Sarà pure un impianto vecchio, obsoleto, antiquato, quello sloveno di Krsko, come lo era certamente quello sovietico di Chernobyl. E sarà pure ingiustificata la paura. Ma istintivamente si stenta a credere, tanto più con il ricordo drammatico dell'86 ancora nella memoria e negli occhi, che "al momento non c'è pericolo di contaminazioni", come recitano i primi comunicati ufficiali.
"Al momento", si precisa. Anche allora non c'era pericolo, la situazione era sotto controllo, la nube radioattiva sarebbe stata fermata. E invece, silenziosa e invisibile, dilagò in tutta Europa, arrivò fino all'Italia e oltre, scavalcando confini e barriere doganali.
Quanti furono effettivamente i morti di Chernobyl? Quante sono le vittime di quel disastro? E quanti bambini, nati successivamente, ne portano ancora i segni nel proprio organismo, sulla propria pelle, nel proprio animo? Nessuno sa dirlo con certezza. La maledizione biblica del nucleare continua.
Auguriamoci che questa volta non sia così. Che la portata dell'incidente sia circoscritta e limitata. Che l'allerta possa rientrare rapidamente, come annuncia la nostra Protezione civile. Ma in pieno revival nucleare quello che arriva da Krsko è più che un segnale d'allarme: è un monito, un richiamo a pensare a riflettere.
Non c'è nulla di ideologico in tutto questo, se non nel senso etimologico delle idee, delle valutazioni e delle scelte che la questione comporta. Il nucleare non è un tabù e non può essere neppure un totem da adorare come un feticcio.
Non occorreva aspettare il "campanello" di Krsko per sapere che, anche nel caso di impianti più moderni ed efficienti, le centrali nucleari non sono né sicure né tantomeno economiche. Non sono sicure in rapporto ai rischi altissimi che un qualsiasi incidente può produrre e ancora meno lo sono in rapporto allo smaltimento delle scorie. E non sono neppure economiche, queste cattedrali dell'atomo, perché richiedono enormi investimenti governativi per la costruzione e la manutenzione, la sorveglianza degli impianti, la sicurezza delle aree circostanti.
È vero: la crisi globale incalza, il petrolio è arrivato alle stelle, l'economia mondiale ristagna o regredisce. Ma solo il cinismo della disperazione può indurre alla fuga dalle responsabilità. Non c'è alibi per il ricatto nucleare.

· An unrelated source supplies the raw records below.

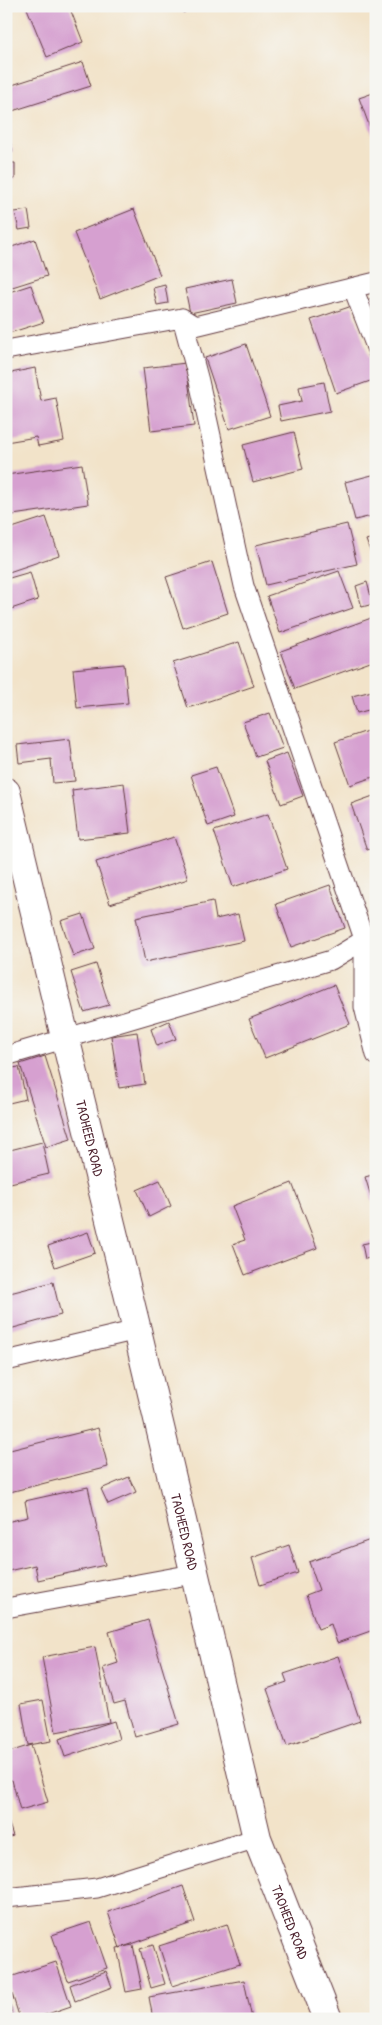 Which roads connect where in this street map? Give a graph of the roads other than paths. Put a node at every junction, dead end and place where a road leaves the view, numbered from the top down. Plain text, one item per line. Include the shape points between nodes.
1 (376, 282) edge
2 (353, 288) junction
3 (182, 318) junction
4 (376, 347) edge
5 (6, 350) edge
6 (6, 792) edge
7 (370, 936) edge
8 (370, 1006) edge
9 (65, 1037) junction
10 (376, 1055) edge
11 (6, 1056) edge
12 (137, 1330) junction
13 (6, 1361) edge
14 (193, 1574) junction
15 (6, 1608) edge
16 (257, 1838) junction
17 (6, 1898) edge
18 (328, 2019) edge

1 - 2 street
2 - 3 street via 195,326
2 - 4 street
3 - 5 street
3 - 7 street via 244,586
6 - 9 main road, TAOHEED ROAD
7 - 8 street
7 - 9 street via 331,960
8 - 10 street
9 - 11 street
9 - 12 main road, TAOHEED ROAD
12 - 13 street
12 - 14 main road, TAOHEED ROAD
14 - 15 street
14 - 16 main road, TAOHEED ROAD
16 - 17 street via 97,1888
16 - 18 main road, TAOHEED ROAD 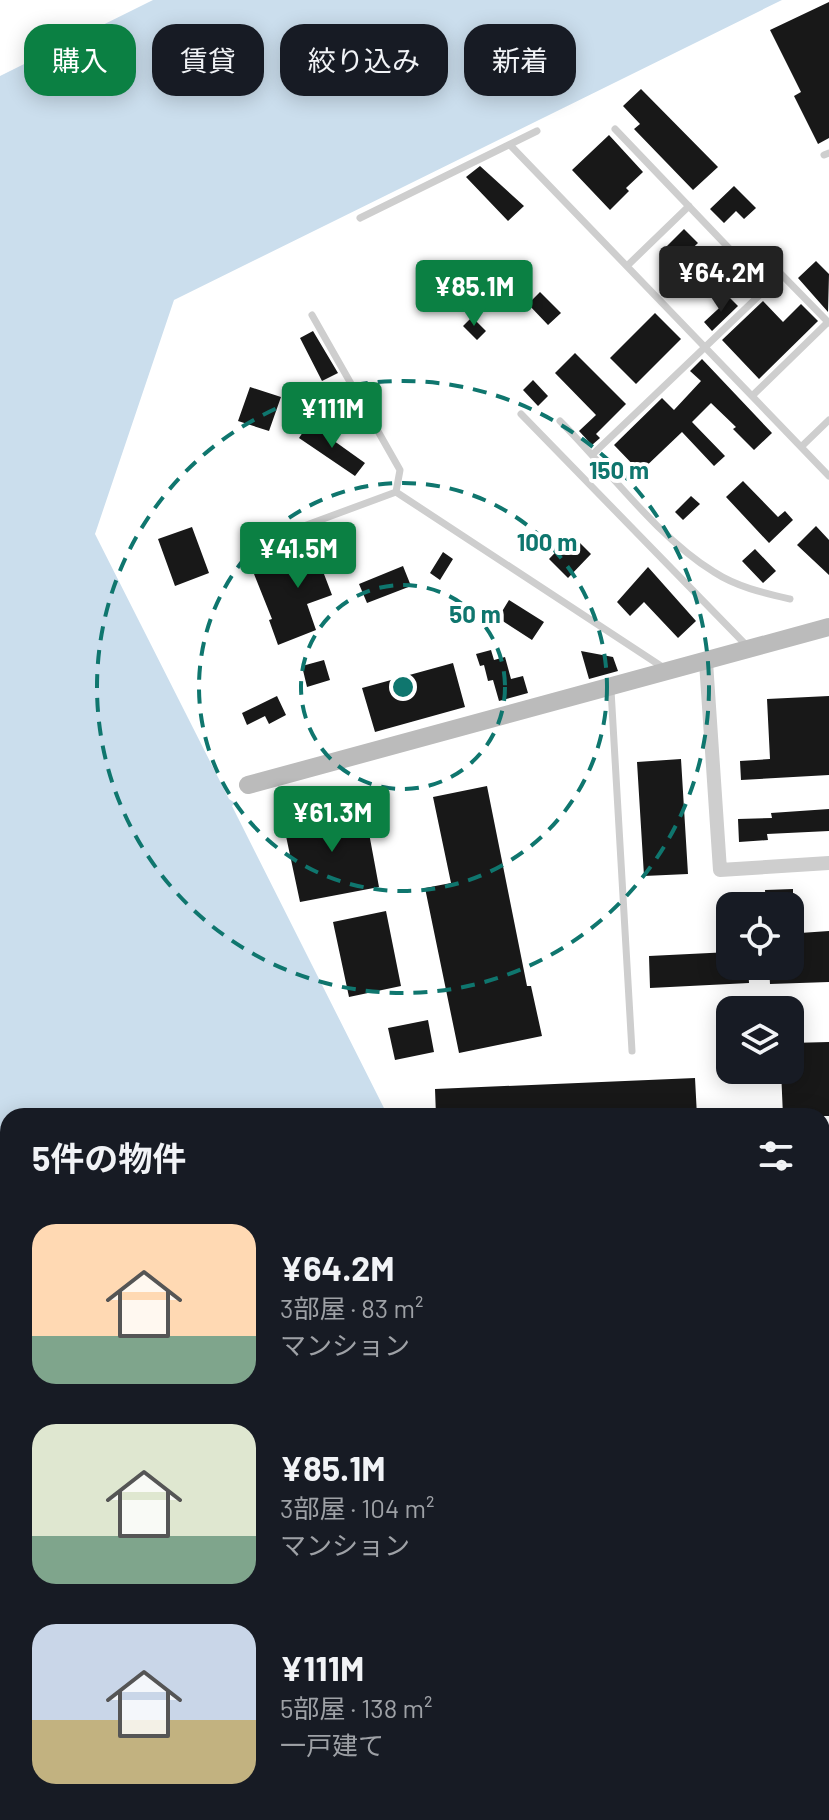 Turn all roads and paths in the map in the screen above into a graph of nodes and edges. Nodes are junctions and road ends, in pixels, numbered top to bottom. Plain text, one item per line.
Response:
1 (615, 129) dead end
2 (537, 131) dead end
3 (510, 145) junction
4 (689, 206) junction
5 (360, 218) dead end
6 (627, 266) junction
7 (767, 288) junction
8 (312, 315) dead end
9 (829, 323) edge
10 (704, 346) junction
11 (752, 396) junction
12 (521, 414) dead end
13 (829, 420) edge
14 (560, 421) dead end
15 (801, 447) junction
16 (593, 454) junction
17 (829, 476) edge
18 (396, 492) junction
19 (247, 547) dead end
20 (790, 599) dead end
21 (829, 627) edge
22 (750, 648) junction
23 (706, 662) junction
24 (670, 671) junction
25 (611, 687) junction
26 (248, 785) dead end
27 (829, 863) edge
28 (632, 1051) dead end

1 - 4 lane
2 - 3 lane
3 - 5 lane
3 - 6 lane
4 - 6 lane
4 - 7 lane
6 - 10 lane
7 - 9 lane
7 - 10 lane
8 - 18 lane
9 - 11 lane
10 - 11 lane
10 - 16 lane
11 - 15 lane
12 - 22 lane
13 - 15 lane
14 - 16 lane
15 - 17 lane
16 - 20 lane
18 - 19 lane
18 - 24 lane
21 - 22 street
22 - 23 street
23 - 24 street
23 - 27 street
24 - 25 street
25 - 26 street
25 - 28 lane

L'umanità può anche rassegnarsi a fare il conto dei costi e dei benefici, ma deve calcolare a parte il prezzo dell'autodistruzione, il rischio di scomparire per crescere, il pericolo mortale dello sviluppo.
Non è un caso, del resto, che negli Stati Uniti non si costruiscono più centrali atomiche da vent'anni a questa parte e che in Europa i nuovi impianti si contano sulle dita di una mano. La stessa enfasi con cui viene invocato oggi il mito del "nucleare sicuro", il cosiddetto nucleare di quarta generazione che nessuno sa dire se e quando arriverà mai, rivela la mancanza di sicurezza attuale. O quantomeno, l'insufficienza del livello di sicurezza.
La verità è che la crisi energetica mette in discussione il nostro modello di sviluppo economico-sociale, il paradigma dei nostri consumi e anche dei nostri costumi: per dire, la tendenza collettiva allo sperpero, alla distruzione delle risorse naturali, al saccheggio sistematico del patrimonio ambientale. E perfino l'emergenza rifiuti, a Napoli e in tutto il Mezzogiorno d'Italia, ne è un prodotto e un riflesso. Una società che consuma troppo, a spese soprattutto delle generazioni future; un mondo in cui una metà fa la dieta macrobiotica e l'altra metà fa la fame o muore letteralmente di fame; un pianeta dove si combatte contemporaneamente contro l'obesità e contro la carestia.
Eppure, per ridurre la dipendenza dal petrolio e dagli altri combustibili fossili che inquinano l'atmosfera, provocando il surriscaldamento della Terra e il cambiamento climatico, la prima fonte energetica è già pronta, a portata di mano, disponibile: ed è il risparmio energetico, le piccole buone abitudini quotidiane, ma soprattutto la tecnologia per ridurre i nostri consumi. E poi la ricerca, compresa quella sul "nucleare sicuro"; lo sviluppo delle fonti rinnovabili; la riscoperta del sole e del vento che madre natura prodiga gratuitamente a tutta l'umanità.
Speriamo davvero che sia soltanto un segnale quello che viene da Krsko. Ma in ogni caso non sottovalutiamolo. Non lo rimuoviamo dalla nostra coscienza collettiva. È un richiamo alla ragione, alla consapevolezza, alla responsabilità. E potrebbe anche essere provvidenziale.